Nestes termos, a Autora tem direito a receber do Réu o valor total de 4.659, 02 € assim calculado: 4.539,72 € relativos a capital e juros remuneratórios + 57,72 € de juros moratórios vencidos + 61,58 € para ressarcimento das despesas com a cobrança da dívida).




V – Decisão:
Julga-se a apelação procedente e, em consequência revoga-se a sentença e condena-se o Réu a pagar à Autora a quantia de 4.659,02€, absolvendo-se o mesmo do demais pedido.
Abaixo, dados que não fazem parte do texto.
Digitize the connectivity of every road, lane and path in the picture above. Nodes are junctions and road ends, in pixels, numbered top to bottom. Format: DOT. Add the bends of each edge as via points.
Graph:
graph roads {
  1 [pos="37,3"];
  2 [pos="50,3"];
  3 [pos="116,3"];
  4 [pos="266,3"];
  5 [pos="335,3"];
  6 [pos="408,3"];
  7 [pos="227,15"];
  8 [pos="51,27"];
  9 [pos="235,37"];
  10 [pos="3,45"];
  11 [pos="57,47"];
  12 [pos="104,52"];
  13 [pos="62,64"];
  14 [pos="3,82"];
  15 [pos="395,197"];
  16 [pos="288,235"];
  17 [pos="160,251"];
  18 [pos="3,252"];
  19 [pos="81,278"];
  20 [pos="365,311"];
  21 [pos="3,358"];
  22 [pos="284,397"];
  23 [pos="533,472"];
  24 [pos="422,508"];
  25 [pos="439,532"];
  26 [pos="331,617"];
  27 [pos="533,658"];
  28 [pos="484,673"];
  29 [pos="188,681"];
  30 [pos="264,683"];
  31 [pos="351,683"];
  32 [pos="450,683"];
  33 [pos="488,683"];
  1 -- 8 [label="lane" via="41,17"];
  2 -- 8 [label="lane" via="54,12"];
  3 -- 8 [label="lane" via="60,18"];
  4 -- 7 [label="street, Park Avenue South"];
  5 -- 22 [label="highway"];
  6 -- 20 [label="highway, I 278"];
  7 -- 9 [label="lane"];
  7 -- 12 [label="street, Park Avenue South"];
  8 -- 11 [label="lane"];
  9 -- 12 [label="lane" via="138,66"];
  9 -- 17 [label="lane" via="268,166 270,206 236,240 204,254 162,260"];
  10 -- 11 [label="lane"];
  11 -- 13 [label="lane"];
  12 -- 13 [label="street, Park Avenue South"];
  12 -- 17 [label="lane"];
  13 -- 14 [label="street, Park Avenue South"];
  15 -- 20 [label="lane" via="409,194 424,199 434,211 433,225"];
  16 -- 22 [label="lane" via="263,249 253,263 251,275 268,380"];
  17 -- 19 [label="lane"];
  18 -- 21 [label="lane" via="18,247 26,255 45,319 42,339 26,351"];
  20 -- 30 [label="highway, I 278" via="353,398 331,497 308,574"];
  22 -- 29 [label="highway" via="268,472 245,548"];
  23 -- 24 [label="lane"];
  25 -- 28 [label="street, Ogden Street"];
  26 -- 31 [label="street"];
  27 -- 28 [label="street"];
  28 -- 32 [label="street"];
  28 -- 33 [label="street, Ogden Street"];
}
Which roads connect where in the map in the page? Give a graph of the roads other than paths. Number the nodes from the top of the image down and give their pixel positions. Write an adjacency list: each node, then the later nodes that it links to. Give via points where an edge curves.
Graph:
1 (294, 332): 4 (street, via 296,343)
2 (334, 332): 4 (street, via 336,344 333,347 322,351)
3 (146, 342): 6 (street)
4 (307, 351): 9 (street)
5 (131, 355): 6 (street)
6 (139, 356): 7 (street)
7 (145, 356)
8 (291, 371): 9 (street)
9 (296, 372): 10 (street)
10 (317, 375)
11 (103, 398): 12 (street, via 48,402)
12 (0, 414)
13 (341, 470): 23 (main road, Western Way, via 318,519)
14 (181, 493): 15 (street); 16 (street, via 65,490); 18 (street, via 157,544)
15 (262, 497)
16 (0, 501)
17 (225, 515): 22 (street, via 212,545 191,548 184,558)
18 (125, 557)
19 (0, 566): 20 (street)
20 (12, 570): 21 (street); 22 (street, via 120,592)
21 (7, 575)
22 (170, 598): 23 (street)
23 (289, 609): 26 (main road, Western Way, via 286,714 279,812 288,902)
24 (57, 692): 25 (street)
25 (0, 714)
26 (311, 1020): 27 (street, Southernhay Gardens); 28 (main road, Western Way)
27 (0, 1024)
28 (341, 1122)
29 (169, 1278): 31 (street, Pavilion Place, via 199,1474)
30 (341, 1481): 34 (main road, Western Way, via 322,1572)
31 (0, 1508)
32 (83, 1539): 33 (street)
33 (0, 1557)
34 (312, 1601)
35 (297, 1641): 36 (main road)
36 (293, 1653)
Custas da ação e do recurso pelo Recorrido nas proporções dos respetivos decaimentos, nos termos do previsto no artigo 527.º, número 1 do Código de Processo Civil.





Porto, 07-10-2024

Ana Olívia Loureiro
Jorge Martins Ribeiro
Carlos Gil


___________________________
[1] Código Civil Anotado, Coimbra Editora, 3ª edição, Volume II, página 32.
[2] Das Obrigações em Geral, Almedina, 7.ª edição, Volume II, páginas 53 e 54.
[3] BMJ número 98, página 41, artigo 43.
[4] Lições de Direito das Obrigações, Lisboa, Associação Académica, Volume I, página 317.
[5] Vg., também no mesmo sentido, Pedro Romano Martinez, in Código Civil Comentado, II – Das Obrigações em Geral, Coordenação António Menezes Cordeiro, CIDP 2021, pág. 986; Mário Júlio Almeida Costa, Direito das Obrigações, Almedina, páginas 940 e 941.
[6] Acórdão do Tribunal da Relação de Coimbra, de 14-09-2022, no processo 2417/16.0T8VIS-B.C1 disponível em TRC2417/16.0. A título meramente exemplificativo, vejam-se ainda os acórdãos do Supremo Tribunal de Justiça de 19-01-2023 no Processo 4288/21.5T8VNF-AG1.S1, disponível em STJ4288/21.5, e de 04-07-2024, no processo 4871/22.1T8SNT-A.L1.S1 disponível em STJ4871/22.1T8SNT e da Relação de Lisboa, de 06-02-2024, no processo 4871/22.1T8STN-A.L1.-7 disponível em TRL 4871/22.1.
[7] Valor a que também se chega por outra via: resultando do contrato que o montante total do custo do crédito seria de 6.110, 64 €, sendo 118, 80 € relativos a imposto de selo, verifica-se que o valor total de juros remuneratórios seria de 1491,84 € assim calculados: (6110, 64 €- 118, 80 €) – 4.500 € = 1.491,84€. Do que resulta que em cada uma das prestações previstas no contrato (no valor de 83, 22 € cada, sem o encargo correspondente ao seguro) a parte relativa a juros remuneratórios corresponde a 20, 72 € (1491, 84 €: 72 prestações) sendo o valor destinado a restituir o capital de 62,50 € mensais (83.22. €- 20, 72 €).
[8] As demais venceram-se antecipadamente por opção da credora pelo que não pode considerar-se estarem em atraso, já que foi após a citação da Ré e do consequente conhecimento (ficto) pelo mesmo da declaração da Autora no requerimento inicial que se tornaram exigíveis.